Across the material below, how many lines hold the word "dead"? Only the number should be given.

------------------------

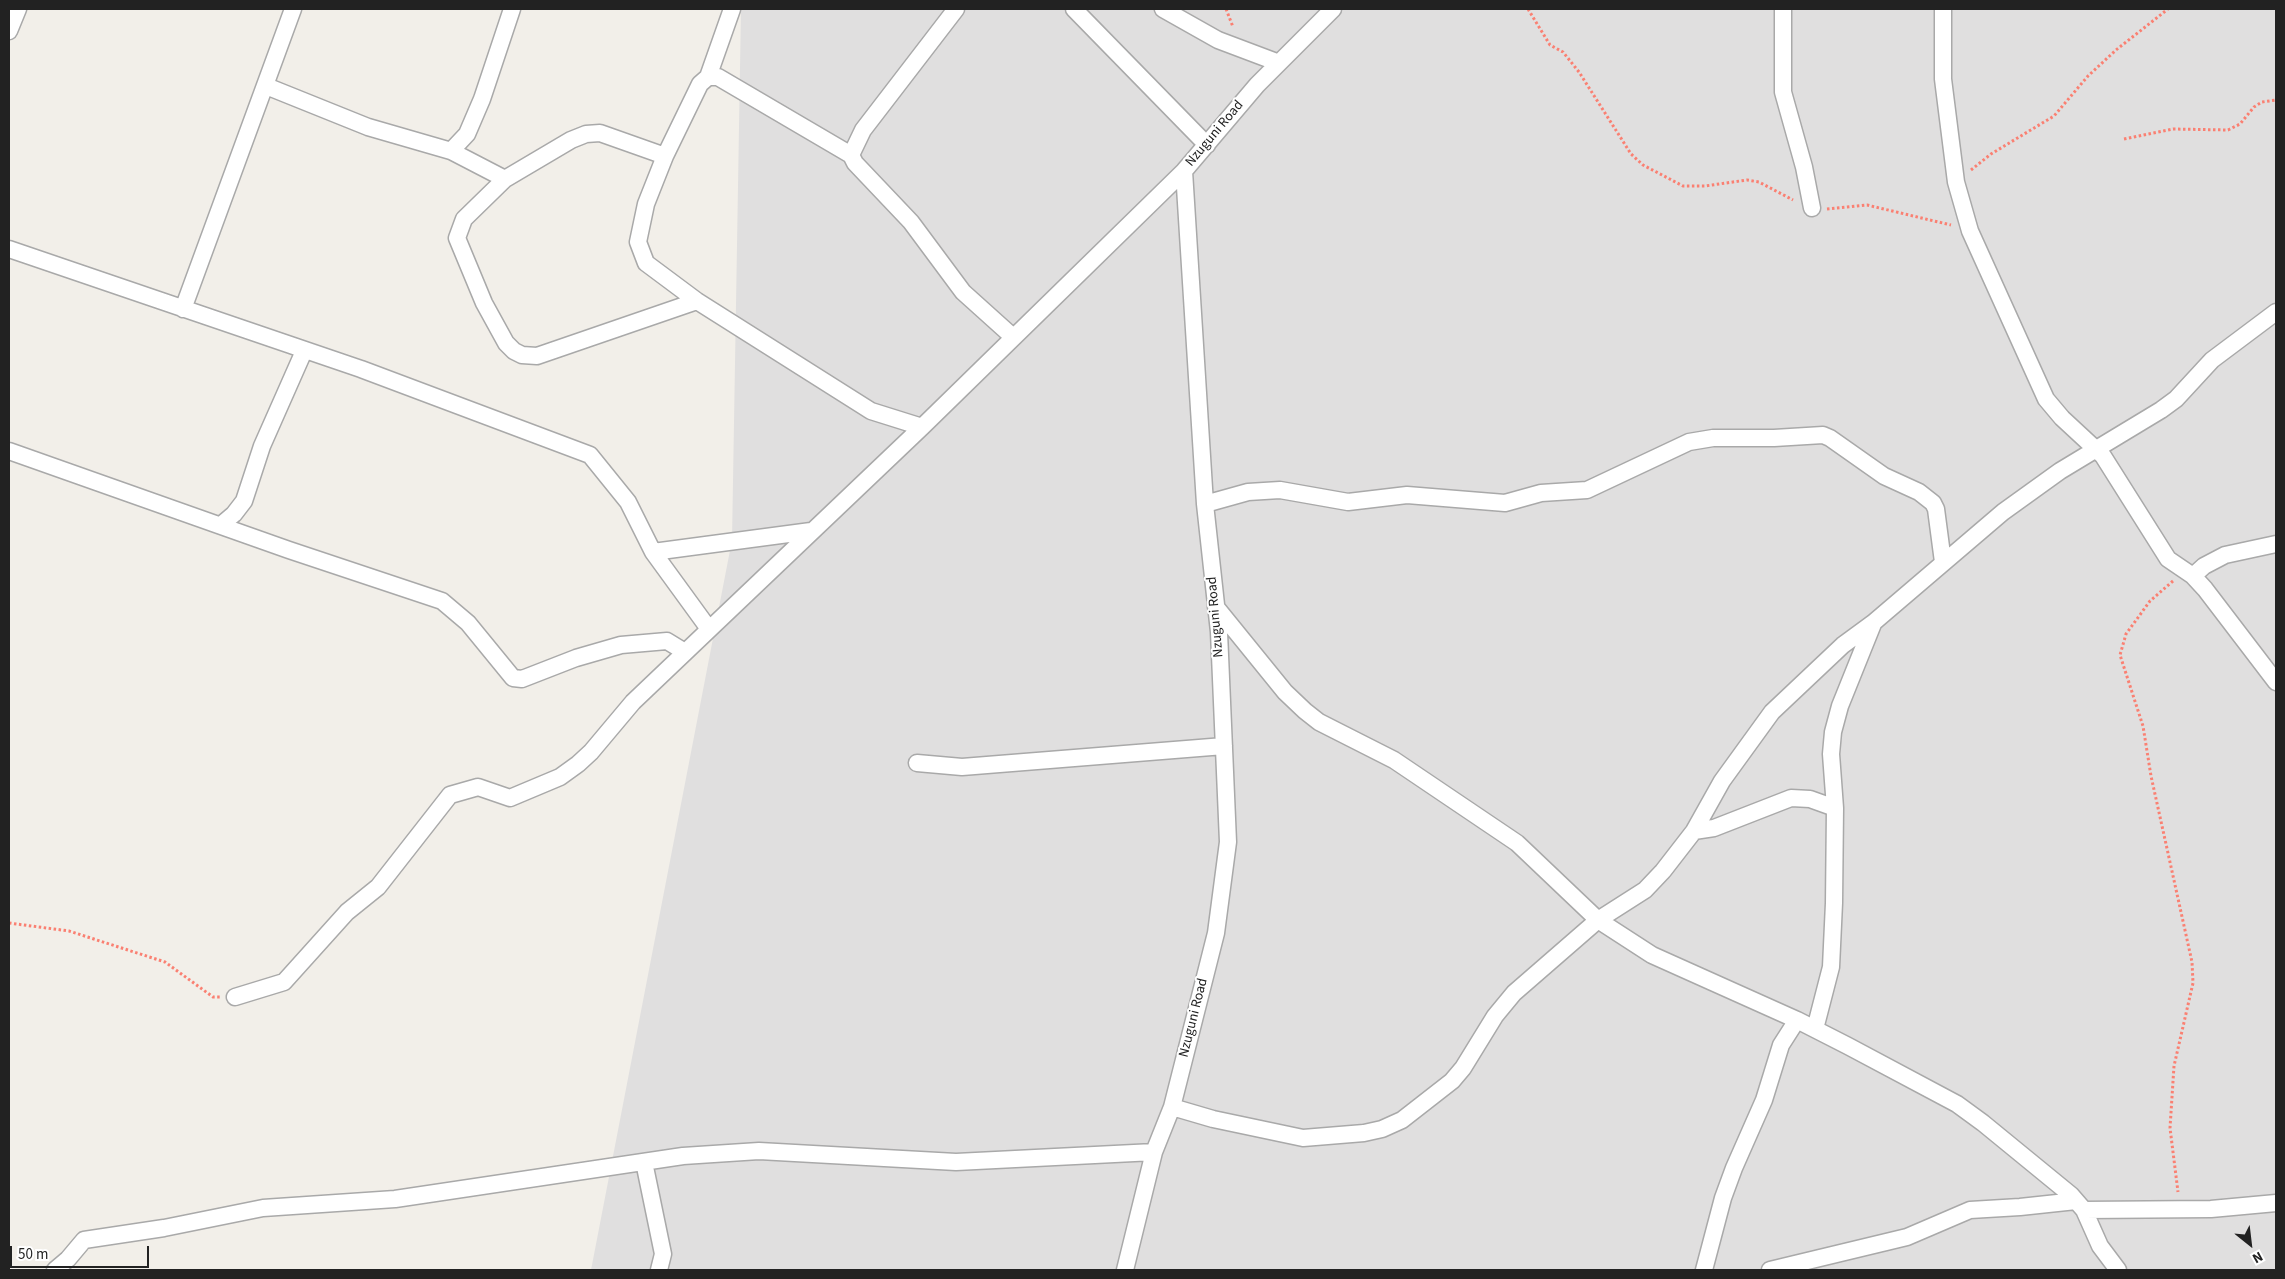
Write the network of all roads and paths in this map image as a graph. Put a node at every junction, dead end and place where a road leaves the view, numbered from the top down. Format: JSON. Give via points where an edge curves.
{"nodes":[{"id":1,"x":18,"y":9,"type":"edge"},
{"id":2,"x":293,"y":9,"type":"edge"},
{"id":3,"x":512,"y":9,"type":"edge"},
{"id":4,"x":732,"y":9,"type":"edge"},
{"id":5,"x":956,"y":9,"type":"edge"},
{"id":6,"x":1074,"y":9,"type":"edge"},
{"id":7,"x":1163,"y":9,"type":"edge"},
{"id":8,"x":1333,"y":9,"type":"edge"},
{"id":9,"x":1528,"y":9,"type":"edge"},
{"id":10,"x":1783,"y":9,"type":"edge"},
{"id":11,"x":1943,"y":9,"type":"edge"},
{"id":12,"x":2168,"y":9,"type":"edge"},
{"id":13,"x":9,"y":31,"type":"edge"},
{"id":14,"x":1279,"y":63,"type":"junction"},
{"id":15,"x":708,"y":77,"type":"junction"},
{"id":16,"x":266,"y":86,"type":"junction"},
{"id":17,"x":2276,"y":100,"type":"edge"},
{"id":18,"x":2124,"y":139,"type":"dead end"},
{"id":19,"x":1207,"y":144,"type":"junction"},
{"id":20,"x":451,"y":151,"type":"junction"},
{"id":21,"x":851,"y":154,"type":"junction"},
{"id":22,"x":665,"y":156,"type":"junction"},
{"id":23,"x":1184,"y":171,"type":"junction"},
{"id":24,"x":505,"y":179,"type":"junction"},
{"id":25,"x":1956,"y":182,"type":"junction"},
{"id":26,"x":1812,"y":208,"type":"junction"},
{"id":27,"x":1970,"y":231,"type":"junction"},
{"id":28,"x":9,"y":249,"type":"edge"},
{"id":29,"x":697,"y":302,"type":"junction"},
{"id":30,"x":184,"y":309,"type":"junction"},
{"id":31,"x":2276,"y":312,"type":"edge"},
{"id":32,"x":1013,"y":338,"type":"junction"},
{"id":33,"x":304,"y":351,"type":"junction"},
{"id":34,"x":922,"y":427,"type":"junction"},
{"id":35,"x":2094,"y":449,"type":"junction"},
{"id":36,"x":9,"y":451,"type":"edge"},
{"id":37,"x":1205,"y":504,"type":"junction"},
{"id":38,"x":221,"y":525,"type":"junction"},
{"id":39,"x":811,"y":531,"type":"junction"},
{"id":40,"x":2276,"y":544,"type":"edge"},
{"id":41,"x":653,"y":552,"type":"junction"},
{"id":42,"x":1943,"y":562,"type":"junction"},
{"id":43,"x":2189,"y":573,"type":"junction"},
{"id":44,"x":1216,"y":607,"type":"junction"},
{"id":45,"x":1873,"y":623,"type":"junction"},
{"id":46,"x":709,"y":630,"type":"junction"},
{"id":47,"x":685,"y":652,"type":"junction"},
{"id":48,"x":2276,"y":682,"type":"edge"},
{"id":49,"x":1224,"y":746,"type":"junction"},
{"id":50,"x":917,"y":763,"type":"dead end"},
{"id":51,"x":1835,"y":808,"type":"junction"},
{"id":52,"x":1694,"y":831,"type":"junction"},
{"id":53,"x":1598,"y":920,"type":"junction"},
{"id":54,"x":9,"y":923,"type":"edge"},
{"id":55,"x":235,"y":997,"type":"joint"},
{"id":56,"x":1797,"y":1020,"type":"junction"},
{"id":57,"x":1815,"y":1030,"type":"junction"},
{"id":58,"x":1172,"y":1107,"type":"junction"},
{"id":59,"x":1154,"y":1152,"type":"junction"},
{"id":60,"x":644,"y":1162,"type":"junction"},
{"id":61,"x":2276,"y":1203,"type":"edge"},
{"id":62,"x":2080,"y":1205,"type":"junction"},
{"id":63,"x":2183,"y":1210,"type":"junction"},
{"id":64,"x":1708,"y":1268,"type":"edge"},
{"id":65,"x":55,"y":1270,"type":"edge"},
{"id":66,"x":660,"y":1270,"type":"edge"},
{"id":67,"x":1126,"y":1270,"type":"edge"},
{"id":68,"x":1770,"y":1270,"type":"edge"},
{"id":69,"x":2118,"y":1270,"type":"edge"}],
"edges":[{"from":1,"to":13,"type":"street"},
{"from":2,"to":16,"type":"street"},
{"from":3,"to":20,"type":"street","via":[[467,134]]},
{"from":4,"to":15,"type":"street"},
{"from":5,"to":21,"type":"street","via":[[863,130]]},
{"from":6,"to":19,"type":"street"},
{"from":7,"to":14,"type":"street","via":[[1218,40]]},
{"from":8,"to":14,"type":"street","name":"Nzuguni Road"},
{"from":9,"to":26,"type":"path","via":[[1550,45],[1563,52],[1579,72],[1631,154],[1643,164],[1683,186],[1747,180],[1760,182]]},
{"from":10,"to":26,"type":"street","via":[[1783,92]]},
{"from":11,"to":25,"type":"street","via":[[1943,79]]},
{"from":12,"to":25,"type":"path","via":[[2088,76],[2054,116],[1991,154]]},
{"from":14,"to":19,"type":"street","name":"Nzuguni Road","via":[[1256,85]]},
{"from":15,"to":21,"type":"street","via":[[718,77]]},
{"from":15,"to":22,"type":"street","via":[[700,84]]},
{"from":16,"to":20,"type":"street","via":[[368,126]]},
{"from":16,"to":30,"type":"street"},
{"from":17,"to":18,"type":"path","via":[[2262,102],[2240,124],[2228,130],[2173,129]]},
{"from":19,"to":23,"type":"street","name":"Nzuguni Road"},
{"from":20,"to":24,"type":"street"},
{"from":21,"to":32,"type":"street","via":[[855,163],[911,222],[963,292]]},
{"from":22,"to":24,"type":"street","via":[[600,133],[586,134]]},
{"from":22,"to":29,"type":"street","via":[[646,204],[638,242],[646,263]]},
{"from":23,"to":32,"type":"street"},
{"from":23,"to":37,"type":"street","name":"Nzuguni Road"},
{"from":24,"to":29,"type":"street","via":[[464,219],[457,238],[484,303],[506,343],[514,351],[537,356]]},
{"from":25,"to":27,"type":"street"},
{"from":26,"to":27,"type":"path","via":[[1868,205]]},
{"from":27,"to":35,"type":"street","via":[[2046,399]]},
{"from":28,"to":30,"type":"street"},
{"from":29,"to":34,"type":"street","via":[[871,411]]},
{"from":30,"to":33,"type":"street"},
{"from":31,"to":35,"type":"street","via":[[2212,360],[2176,399]]},
{"from":32,"to":34,"type":"street"},
{"from":33,"to":38,"type":"street","via":[[262,446],[244,501]]},
{"from":33,"to":41,"type":"street","via":[[361,369],[590,455],[628,502]]},
{"from":34,"to":39,"type":"street"},
{"from":35,"to":42,"type":"street","via":[[2003,512]]},
{"from":35,"to":43,"type":"street","via":[[2111,466],[2168,559]]},
{"from":36,"to":38,"type":"street"},
{"from":37,"to":42,"type":"street","via":[[1248,492],[1280,490],[1348,502],[1407,495],[1505,503],[1541,493],[1587,490],[1689,442],[1713,438],[1823,435],[1884,476],[1927,497],[1936,509]]},
{"from":37,"to":44,"type":"street","name":"Nzuguni Road"},
{"from":38,"to":47,"type":"street","via":[[442,601],[468,623],[513,678],[522,679],[621,645],[667,641]]},
{"from":39,"to":41,"type":"street"},
{"from":39,"to":46,"type":"street"},
{"from":40,"to":43,"type":"street","via":[[2225,555]]},
{"from":41,"to":46,"type":"street"},
{"from":42,"to":45,"type":"street"},
{"from":43,"to":48,"type":"street"},
{"from":43,"to":63,"type":"path","via":[[2150,601],[2126,634],[2120,655],[2143,726],[2192,962],[2193,983],[2174,1066],[2170,1128]]},
{"from":44,"to":49,"type":"street","name":"Nzuguni Road"},
{"from":44,"to":53,"type":"street","via":[[1285,692],[1305,711],[1319,722],[1394,760],[1517,843]]},
{"from":45,"to":51,"type":"street","via":[[1840,706],[1834,732],[1831,754]]},
{"from":45,"to":52,"type":"street","via":[[1843,645],[1772,712],[1722,781]]},
{"from":46,"to":47,"type":"street"},
{"from":47,"to":55,"type":"street","via":[[633,702],[591,752],[560,777],[510,798],[478,787],[450,795],[378,887],[347,912],[284,982]]},
{"from":49,"to":50,"type":"street","via":[[962,767]]},
{"from":49,"to":58,"type":"street","name":"Nzuguni Road","via":[[1228,842],[1219,914]]},
{"from":51,"to":52,"type":"street","via":[[1810,799],[1792,798],[1714,828]]},
{"from":51,"to":57,"type":"street","via":[[1831,967]]},
{"from":52,"to":53,"type":"street","via":[[1645,890]]},
{"from":53,"to":56,"type":"street","via":[[1652,955]]},
{"from":53,"to":58,"type":"street","via":[[1514,993],[1452,1081],[1402,1120],[1382,1129],[1303,1138],[1213,1120]]},
{"from":54,"to":55,"type":"path","via":[[69,932],[165,962],[212,997]]},
{"from":56,"to":57,"type":"street"},
{"from":56,"to":64,"type":"street","via":[[1781,1045],[1764,1100],[1723,1198]]},
{"from":57,"to":62,"type":"street","via":[[1957,1104],[2061,1185]]},
{"from":58,"to":59,"type":"street","name":"Nzuguni Road"},
{"from":59,"to":60,"type":"street","via":[[956,1162],[759,1151]]},
{"from":59,"to":67,"type":"street","name":"Nzuguni Road"},
{"from":60,"to":65,"type":"street","via":[[395,1199],[263,1208],[84,1240]]},
{"from":60,"to":66,"type":"street","via":[[663,1254]]},
{"from":61,"to":63,"type":"street"},
{"from":62,"to":63,"type":"street"},
{"from":62,"to":68,"type":"street","via":[[1970,1210],[1907,1237]]},
{"from":62,"to":69,"type":"street","via":[[2100,1246]]}]}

------------------------

**Response**
3